The Office of Congresswoman Rashida Tlaib, who is heading this new proposed legislation, wrote in a press release announcing this move:

“The COVID-19 Pandemic has exposed numerous barriers to accessing and utilizing mainstream financial institutions, leaving many to look to the financial technology sector to meet the financial servicing needs of low- and moderate-income (LMI) consumers for everything from faster direct payments, access to loans, and even access to bank accounts. LMI consumer vulnerabilities could be exploited and obscured by bad actors looking to issue stablecoins.”

This “STABLE Act” would require that any issuer of a stablecoin must comply directly with banking regulations. This would basically harm the DeFi space by only allowing KYC-ed individuals to transact with decentralized applications.

Further, supporters of the act on Twitter, including one professor/digital currency specialist at Stanford, Rohan Grey, has basically said that nodes should be disallowed from processing illegal stsablecoin transactions:

“You’re taking the Ethereum network as a fixed variable and saying that it’s impossible for node validators on it to know what transactions they are verifying. I’m saying running Ethereum itself is a *choice* and if that’s an issue then change the code or run a diff network.”

The crypto space, especially the Ethereum community, is not taking this lying down.

Ethereum & crypto community fires back over STABLE Act

Scott Lewis, the founder of projects like DeFi Pulse, wrote that a key advocate of this STABLE Act is making some dangerous and incorrect assumptions about Ethereum and cryptocurrencies as a whole.
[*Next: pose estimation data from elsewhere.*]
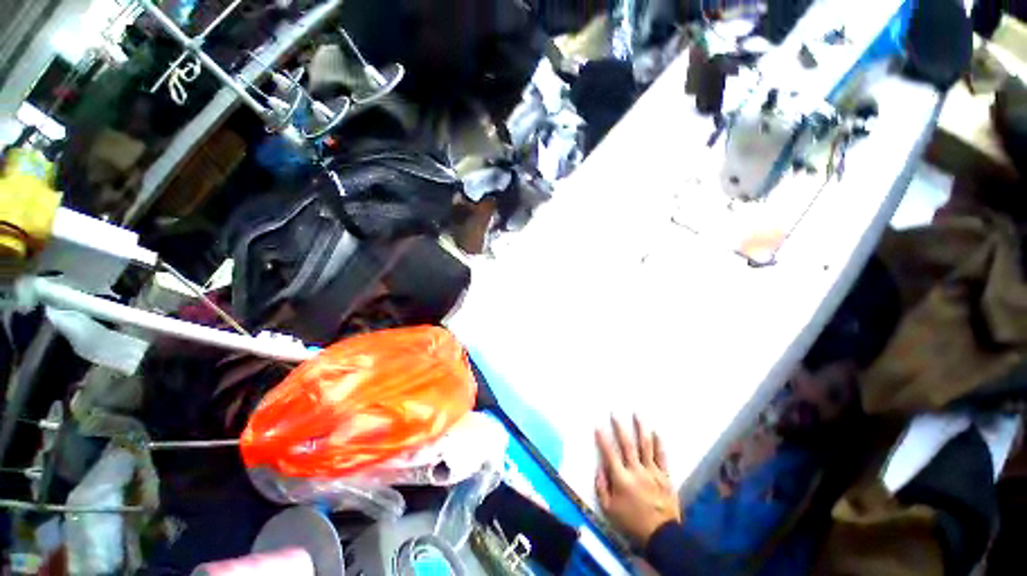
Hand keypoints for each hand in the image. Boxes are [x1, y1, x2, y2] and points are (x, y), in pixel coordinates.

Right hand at [595, 415, 680, 547]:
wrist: (662, 536)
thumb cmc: (632, 523)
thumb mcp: (610, 510)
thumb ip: (602, 488)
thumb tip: (599, 468)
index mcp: (622, 479)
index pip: (609, 454)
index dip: (603, 438)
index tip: (598, 425)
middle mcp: (637, 471)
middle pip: (627, 445)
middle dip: (620, 427)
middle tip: (614, 413)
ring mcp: (653, 472)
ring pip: (646, 445)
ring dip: (640, 428)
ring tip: (637, 414)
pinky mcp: (665, 476)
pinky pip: (662, 456)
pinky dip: (659, 443)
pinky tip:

The advocate, Nathan Tankus, said that Ethereum users are subject to “mediation conducted by the Ethereum Foundation when they use the Ethereum Network” because no Ethereum users actually run their own nodes.

Many in the space have fired back against these assertions, pointing to their own nodes and evidence showing that cracking down on stablecoins would actually harm the disenfranchised.

CoinCenter, a key advocate for positive and logical crypto regulation in Washington, has received tens of thousands of dollars of donations since the STABLE Act was released.

Stablecoins still gain traction

While stablecoins are coming under fire, they are seeing support from institutions.

The U.S. government itself was revealed to be working directly with Circle, the issuer of USDC, to distribute relief payments to Venezuelans in need.

Further, it was more recently revealed that Visa is teaming up with Circle to allow businesses to accept payments in USDC.